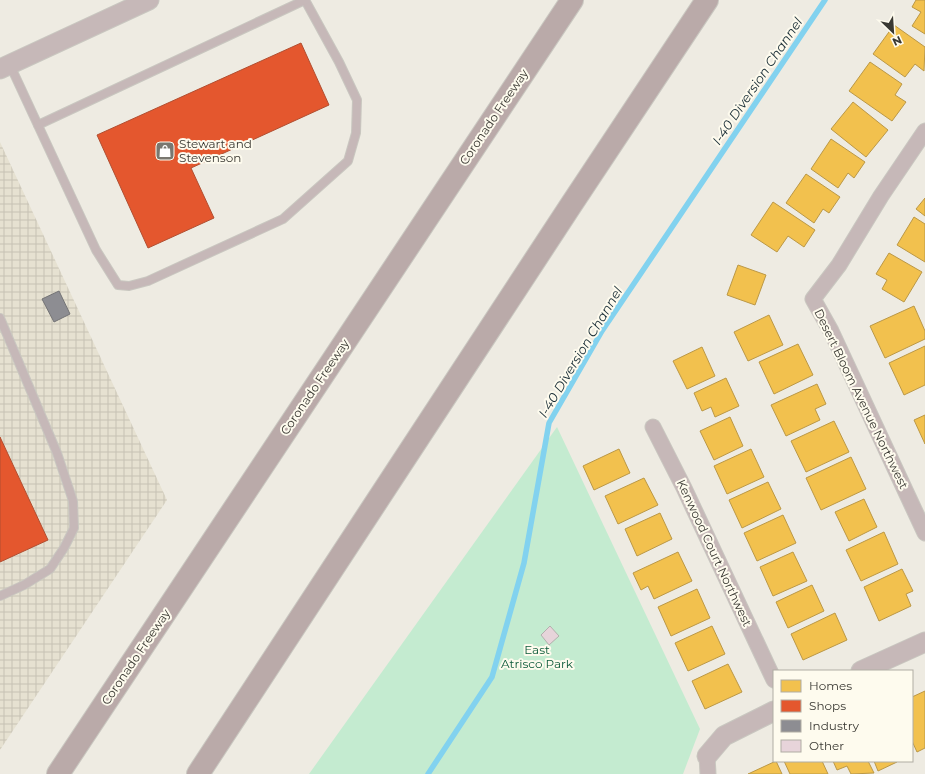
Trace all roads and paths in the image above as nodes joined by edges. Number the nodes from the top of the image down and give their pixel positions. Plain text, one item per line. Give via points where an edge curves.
1 (149, 0) edge
2 (305, 0) edge
3 (572, 0) edge
4 (707, 0) edge
5 (5, 67) edge
6 (38, 125) junction
7 (925, 131) edge
8 (0, 318) edge
9 (653, 427) dead end
10 (919, 505) edge
11 (925, 534) edge
12 (0, 596) edge
13 (925, 642) edge
14 (863, 670) edge
15 (773, 678) edge
16 (773, 712) edge
17 (707, 765) edge
18 (58, 774) edge
19 (198, 774) edge

1 - 5 street
2 - 6 lane
2 - 6 lane via 357,100 356,132 348,161 283,219 148,281 129,286 118,285 96,250
3 - 18 highway, Coronado Freeway
4 - 19 highway
5 - 6 lane
7 - 10 street, Desert Bloom Avenue Northwest via 839,265 813,299
8 - 12 lane via 57,453 73,501 74,528 50,569
9 - 15 street, Kenwood Court Northwest
10 - 11 street
13 - 14 street
16 - 17 street via 724,736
━━━━━━━━
■ AIM OF THE TASK ■
Write the data above out again exactly, every line of it, and exclude the pictures.

■ ANSWER SPACE ■
Trace all roads and paths in the image above as nodes joined by edges. Number the nodes from the top of the image down and give their pixel positions. Plain text, one item per line. Give via points where an edge curves.
1 (149, 0) edge
2 (305, 0) edge
3 (572, 0) edge
4 (707, 0) edge
5 (5, 67) edge
6 (38, 125) junction
7 (925, 131) edge
8 (0, 318) edge
9 (653, 427) dead end
10 (919, 505) edge
11 (925, 534) edge
12 (0, 596) edge
13 (925, 642) edge
14 (863, 670) edge
15 (773, 678) edge
16 (773, 712) edge
17 (707, 765) edge
18 (58, 774) edge
19 (198, 774) edge

1 - 5 street
2 - 6 lane
2 - 6 lane via 357,100 356,132 348,161 283,219 148,281 129,286 118,285 96,250
3 - 18 highway, Coronado Freeway
4 - 19 highway
5 - 6 lane
7 - 10 street, Desert Bloom Avenue Northwest via 839,265 813,299
8 - 12 lane via 57,453 73,501 74,528 50,569
9 - 15 street, Kenwood Court Northwest
10 - 11 street
13 - 14 street
16 - 17 street via 724,736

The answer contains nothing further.